1. Parsing Support for Operations Software Messages
    1. Interface
      1. Reply Headers
      2. Ordered Keyword Dictionaries
      3. Keyword Objects
      4. String Representations
    2. Implementation

From Ops/Core

Parsing Support for Operations Software Messages

This page describes the interface and implementation of parsers for the standard operations software messages. The underlying protocols being parsed are described here.

Interface

The command and reply string parsers return Command and Reply objects (defined in opscore.protocols.messages) that each contain an ordered dictionary of Keyword objects. For example, a list of reply keywords can be processed in order using:

from opscore.protocols.parser import ReplyParser,ParseError

rParser = ReplyParser()
try:
    reply = rParser.parse("tui.operator 911 BossICC : type=decaf;blend = 20:80, Kenyan,Bolivian ; now")
    for keyword in reply.keywords:
        print ' ',keyword.name,keyword.values
except ParseError:
    ...

A Command provides two additional attributes:

and can be parsed in a similar way:

from opscore.protocols.parser import CommandParser,ParseError

cParser = CommandParser()
try:
    cmd = cParser.parse("drink 'coffee' type=decaf blend = 20:80, Kenyan,Bolivian now")
    print cmd.name,cmd.values
    for keyword in cmd.keywords:
        print ' ',keyword.name,keyword.values
except ParseError:
    ...

Both the Command and Reply classes include a string attribute that stores the original input text before parsing.

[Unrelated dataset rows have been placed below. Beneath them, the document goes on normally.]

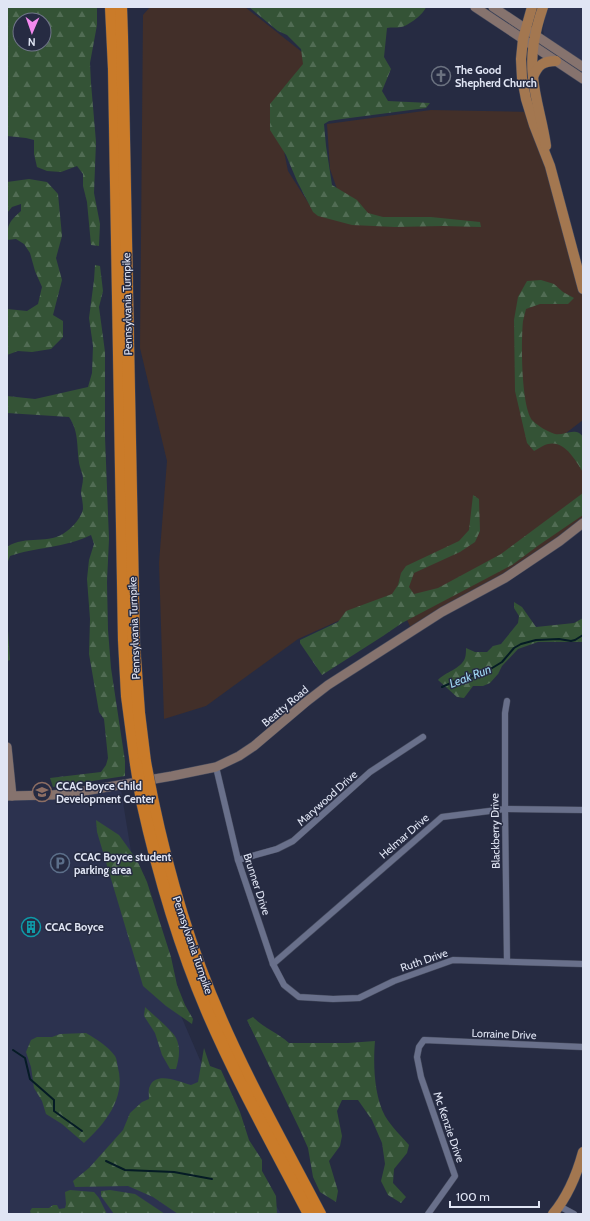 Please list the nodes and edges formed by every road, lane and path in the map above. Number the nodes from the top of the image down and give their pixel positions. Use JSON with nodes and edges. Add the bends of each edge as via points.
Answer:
{"nodes":[{"id":1,"x":111,"y":7,"type":"edge"},
{"id":2,"x":121,"y":7,"type":"edge"},
{"id":3,"x":476,"y":7,"type":"edge"},
{"id":4,"x":493,"y":7,"type":"edge"},
{"id":5,"x":532,"y":7,"type":"edge"},
{"id":6,"x":543,"y":7,"type":"edge"},
{"id":7,"x":525,"y":28,"type":"junction"},
{"id":8,"x":535,"y":34,"type":"junction"},
{"id":9,"x":522,"y":39,"type":"junction"},
{"id":10,"x":533,"y":46,"type":"junction"},
{"id":11,"x":556,"y":61,"type":"junction"},
{"id":12,"x":583,"y":67,"type":"edge"},
{"id":13,"x":533,"y":77,"type":"junction"},
{"id":14,"x":583,"y":79,"type":"edge"},
{"id":15,"x":550,"y":166,"type":"junction"},
{"id":16,"x":583,"y":289,"type":"edge"},
{"id":17,"x":583,"y":523,"type":"edge"},
{"id":18,"x":507,"y":701,"type":"dead end"},
{"id":19,"x":423,"y":737,"type":"dead end"},
{"id":20,"x":7,"y":747,"type":"edge"},
{"id":21,"x":140,"y":763,"type":"junction"},
{"id":22,"x":216,"y":767,"type":"junction"},
{"id":23,"x":10,"y":796,"type":"edge"},
{"id":24,"x":147,"y":800,"type":"junction"},
{"id":25,"x":505,"y":809,"type":"junction"},
{"id":26,"x":583,"y":809,"type":"edge"},
{"id":27,"x":238,"y":860,"type":"junction"},
{"id":28,"x":507,"y":961,"type":"junction"},
{"id":29,"x":273,"y":964,"type":"junction"},
{"id":30,"x":583,"y":964,"type":"edge"},
{"id":31,"x":299,"y":996,"type":"joint"},
{"id":32,"x":424,"y":1040,"type":"joint"},
{"id":33,"x":583,"y":1047,"type":"edge"},
{"id":34,"x":583,"y":1152,"type":"edge"},
{"id":35,"x":556,"y":1210,"type":"edge"},
{"id":36,"x":309,"y":1214,"type":"edge"},
{"id":37,"x":320,"y":1214,"type":"edge"},
{"id":38,"x":428,"y":1214,"type":"edge"},
{"id":39,"x":574,"y":1214,"type":"edge"}],
"edges":[{"from":1,"to":21,"type":"highway","name":"Pennsylvania Turnpike","via":[[124,640],[128,696]]},
{"from":2,"to":21,"type":"highway","name":"Pennsylvania Turnpike","via":[[134,644]]},
{"from":3,"to":9,"type":"street"},
{"from":4,"to":7,"type":"street"},
{"from":5,"to":7,"type":"main road"},
{"from":6,"to":8,"type":"main road"},
{"from":7,"to":8,"type":"street"},
{"from":7,"to":9,"type":"main road"},
{"from":8,"to":10,"type":"main road"},
{"from":8,"to":12,"type":"street"},
{"from":9,"to":10,"type":"street"},
{"from":9,"to":15,"type":"main road","via":[[522,78],[526,99]]},
{"from":10,"to":11,"type":"street"},
{"from":10,"to":13,"type":"main road"},
{"from":11,"to":13,"type":"main road","via":[[542,63]]},
{"from":11,"to":14,"type":"street"},
{"from":13,"to":15,"type":"main road"},
{"from":15,"to":16,"type":"main road"},
{"from":17,"to":22,"type":"street","name":"Beatty Road","via":[[505,578],[442,612],[328,686],[254,746]]},
{"from":18,"to":25,"type":"street","name":"Blackberry Drive"},
{"from":19,"to":27,"type":"street","name":"Marywood Drive","via":[[370,772],[293,841],[277,849]]},
{"from":20,"to":23,"type":"street","name":"Beatty Road"},
{"from":21,"to":24,"type":"highway","name":"Pennsylvania Turnpike","bridge":true},
{"from":22,"to":23,"type":"street","name":"Beatty Road","via":[[73,793]]},
{"from":22,"to":27,"type":"street","name":"Brunner Drive"},
{"from":24,"to":36,"type":"highway","name":"Pennsylvania Turnpike","via":[[164,892],[199,992],[228,1057]]},
{"from":24,"to":37,"type":"highway","name":"Pennsylvania Turnpike","via":[[186,929],[207,986],[234,1047]]},
{"from":25,"to":26,"type":"street","name":"Helmar Drive"},
{"from":25,"to":28,"type":"street","name":"Blackberry Drive"},
{"from":25,"to":29,"type":"street","name":"Helmar Drive","via":[[442,817]]},
{"from":27,"to":29,"type":"street","name":"Brunner Drive"},
{"from":28,"to":30,"type":"street","name":"Ruth Drive"},
{"from":28,"to":31,"type":"street","name":"Ruth Drive","via":[[453,960],[394,981],[359,998]]},
{"from":29,"to":31,"type":"street","name":"Brunner Drive","via":[[284,986]]},
{"from":32,"to":33,"type":"street","name":"Lorraine Drive"},
{"from":32,"to":38,"type":"street","name":"Mc Kenzie Drive","via":[[417,1057],[421,1077],[455,1176]]},
{"from":34,"to":35,"type":"main road","via":[[572,1184]]},
{"from":35,"to":39,"type":"street"}]} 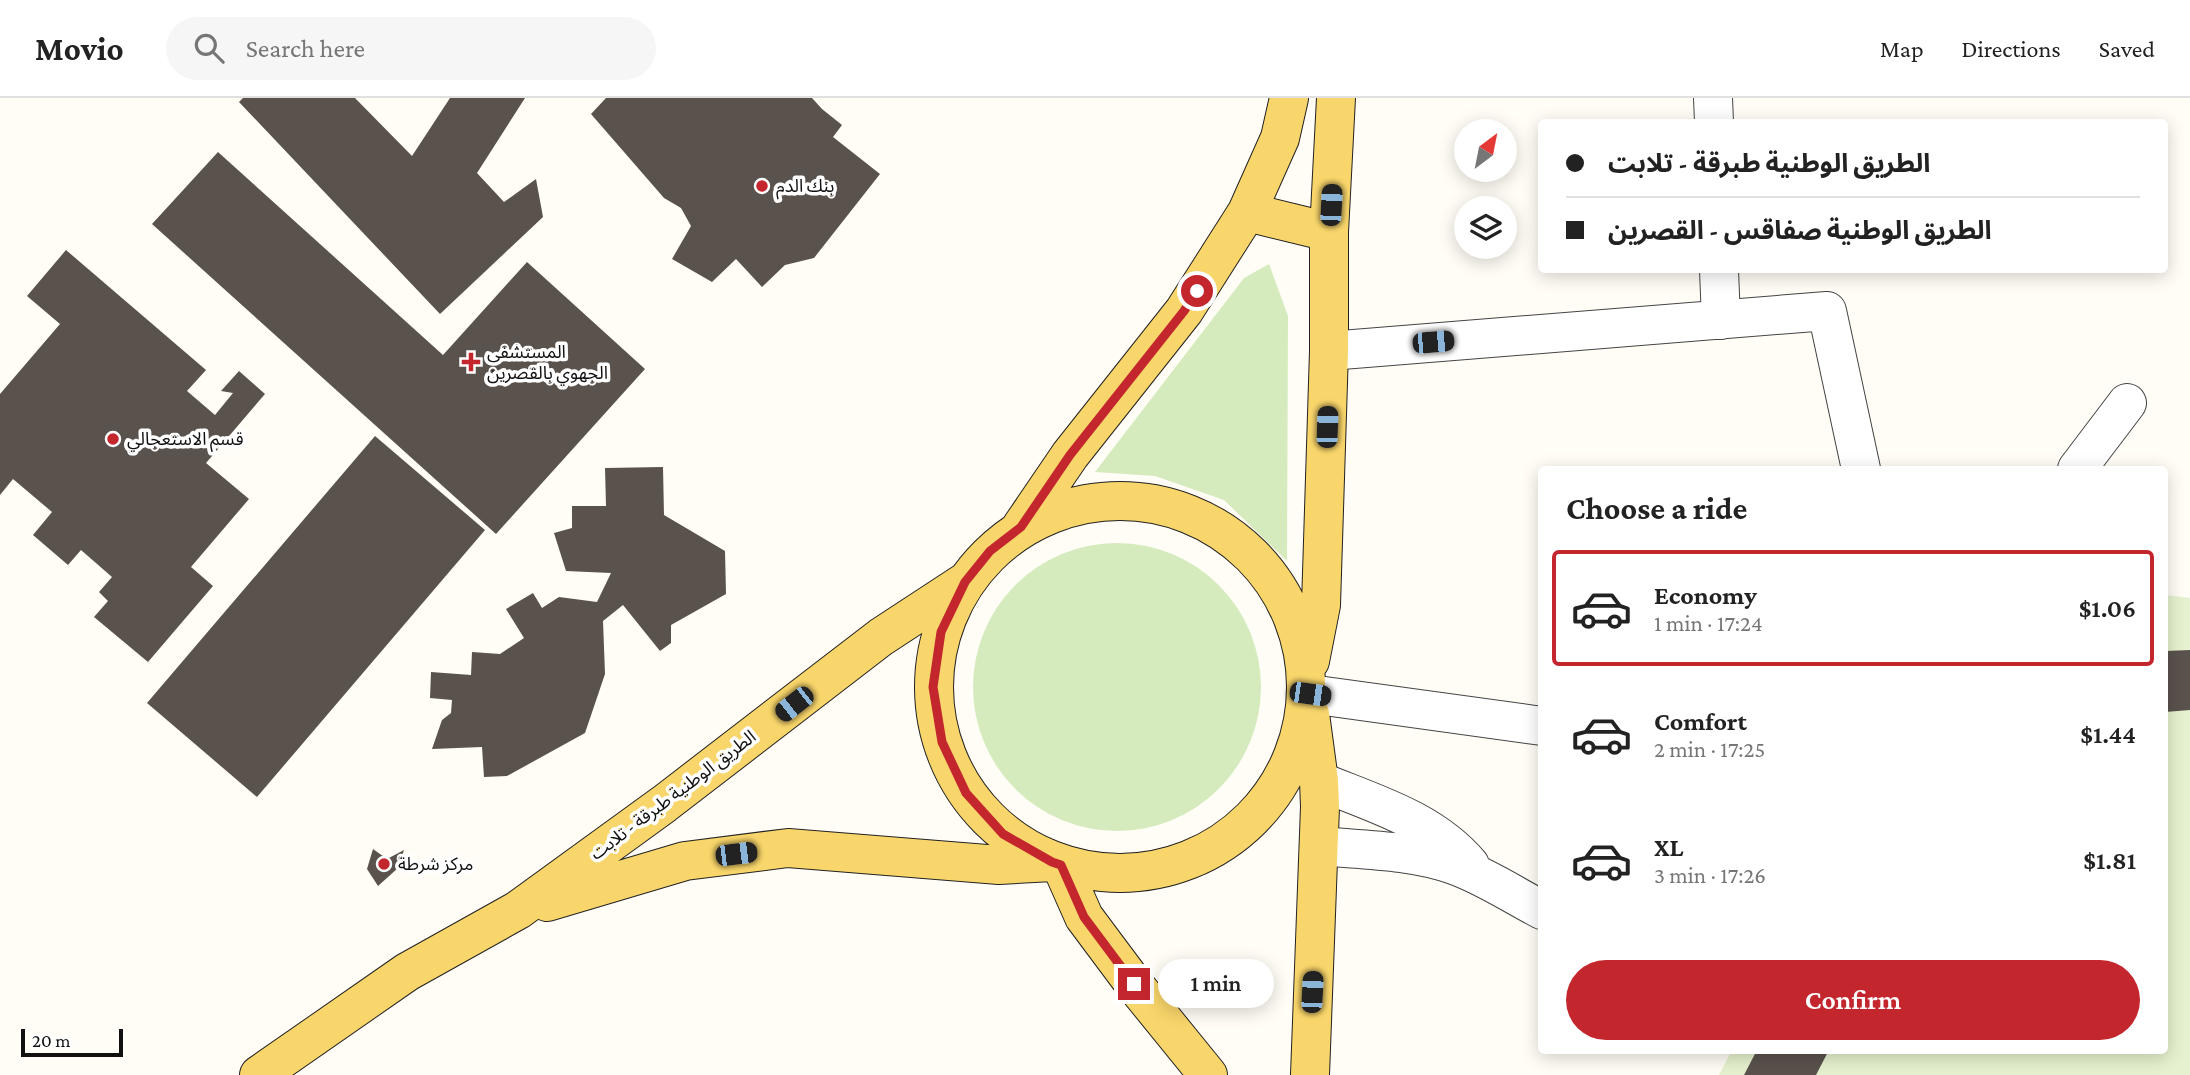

The message classes (Command, Reply, Keywords, Keyword, Values) are designed to be instantiated by the parser and so only perform minimal protocol validation and do not test assertions that are already guaranteed by the grammar. A message validation framework, built on top of the parser, is documented here.

Reply Headers

A parsed reply has a header attribute that stores the fields described here. To access the four individual words use:

hdr = reply.header
print hdr.cmdrName,hdr.commandId,hdr.actor,hdr.code

The subfields of the commander name are also available and will be empty strings in case an optional subfield is not present in the reply message:

print hdr.programName,hdr.userName,hdr.actorStack

The code attribute is an instance of a enumerated type defined as follows:

MsgCode = types.Enum('>','D','I','W',':','F','!',
    labelHelp=['Queued','Debug','Information','Warning','Finished','Error','Fatal'],
    name='code',help='Reply header status code')

Header codes can be directly compared against the enumeration labels:

if hdr.code == 'F':
   print 'Error'

You can also check if the code is contained within a set of codes using, for example:

if hdr.code in 'F!:':
   print 'Done'

Ordered Keyword Dictionaries

The examples above iterate through cmd.keywords and reply.keywords as ordered lists of Keyword objects:

for keyword in parsed.keywords:
   ...

Keywords can also be directly indexed by position starting from zero:

first = parsed.keywords[0]
second = parsed.keywords[1]
...
last = parsed.keywords[-1]

Valid indices are less than len(parsed.keywords).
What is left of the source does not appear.